Dominant frequncy analysis of section S7: (a) ordinary track bed and (b) damping track bed.

According to the actual metro line, there are two types of track bed structures, the ordinary track bed and the elastic support block damping track bed respectively, both of them are ballastless track. Among the whole line, the section S1–S3 adopts damping track bed, and ordinary track bed is adopted in section S4–S6, while both of them are adopted in section S7, in Figure 3(d). Then, the time-frequency analysis results of the section with obvious abnormal vibration were selected for amplification (S6 and S7), as shown in Figure 3(e). The frequency component of the abnormal vibration is not a fixed value, but exists within the range 80–120 Hz. When the vehicle passed through the two different type track bed sections, the vertical vibration acceleration on axlebox changes obviously. Which appears in the sections of ordinary track bed with a large amplitude, but not obvious in the sections of damping track bed. It can be concluded that this abnormal vibration frequency is not only related to the vehicle, but also closely related to the track system, especially the type of track bed. When the vehicle passes through ordinary track bed section, it maybe the coupling frequency which leads to the abnormal vertical vibration under resonance action.

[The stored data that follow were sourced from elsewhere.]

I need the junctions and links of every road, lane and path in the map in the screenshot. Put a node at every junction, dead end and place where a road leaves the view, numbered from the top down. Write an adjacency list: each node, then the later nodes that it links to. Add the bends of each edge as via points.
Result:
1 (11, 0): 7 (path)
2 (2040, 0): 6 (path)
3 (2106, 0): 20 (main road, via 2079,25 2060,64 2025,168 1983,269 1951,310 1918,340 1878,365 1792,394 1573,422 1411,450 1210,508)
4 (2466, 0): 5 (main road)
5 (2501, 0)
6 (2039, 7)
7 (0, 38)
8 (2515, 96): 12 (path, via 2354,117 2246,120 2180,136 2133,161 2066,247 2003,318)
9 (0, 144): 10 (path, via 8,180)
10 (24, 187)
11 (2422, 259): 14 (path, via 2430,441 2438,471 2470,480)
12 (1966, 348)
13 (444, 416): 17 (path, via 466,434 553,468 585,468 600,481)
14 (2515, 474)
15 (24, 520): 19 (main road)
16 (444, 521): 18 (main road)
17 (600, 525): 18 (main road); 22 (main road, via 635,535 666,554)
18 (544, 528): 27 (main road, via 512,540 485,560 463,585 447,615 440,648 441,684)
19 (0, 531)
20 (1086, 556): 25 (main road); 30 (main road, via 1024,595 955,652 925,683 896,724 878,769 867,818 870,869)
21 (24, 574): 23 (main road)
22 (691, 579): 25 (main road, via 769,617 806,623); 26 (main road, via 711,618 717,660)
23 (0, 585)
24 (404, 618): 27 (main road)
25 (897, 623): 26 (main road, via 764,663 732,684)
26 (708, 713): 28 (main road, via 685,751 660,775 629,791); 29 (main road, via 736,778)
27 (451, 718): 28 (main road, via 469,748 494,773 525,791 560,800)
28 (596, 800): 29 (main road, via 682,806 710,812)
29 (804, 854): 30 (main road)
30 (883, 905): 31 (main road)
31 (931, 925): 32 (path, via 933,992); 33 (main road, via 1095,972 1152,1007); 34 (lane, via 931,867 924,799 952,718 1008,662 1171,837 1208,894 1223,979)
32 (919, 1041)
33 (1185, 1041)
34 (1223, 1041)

Then, the dominant frequency analysis of the vibration signals was carried out respectively when vehicle passes through ordinary track bed and damping track bed in section S7, shown in Figure 4. When passing through damping track bed, the dominant frequency is about 60 Hz, and existing in the axlebox, bracket and terminal, about 0.1 g. However, except 60 Hz, there is a dominant frequency about 90 Hz with larger amplitude, about 0.18 g in axlebox, and the frequency band nearly ranges from 80 to 120 Hz. Among them, the frequency about 60 Hz is the P2 resonance frequency which generated at a speed about 70 km/h. ⁸ Therefore, it can be judged that the frequency about 90 Hz is the excitation source that causes the abnormal vertical vibration.

Modeling of vehicle

Vehicle is the basis for study of railway system dynamics, in order to increase the computational efficiency of model simulation and reduce the influence of secondary factors, some structures of vehicle need simplify in the simulation model, such as the shock absorber and suspension system are simplified as spring damping units, mass of carbody is simplified as the force applied to the bogies in the simulation model,^9,10 and so on. According to the actual vehicle parameters in Table 1, the simplified finite element model of vehicle is established, Figure 5 shows a semi-vehicle with one bogie as the main part. It mainly consists of a bogie frame, two wheelsets, four axleboxes, and other simplified spring damping element and force. The solid structures in model are meshed with element type Solid185, and the simplified spring damping element is represented by element type Combin14.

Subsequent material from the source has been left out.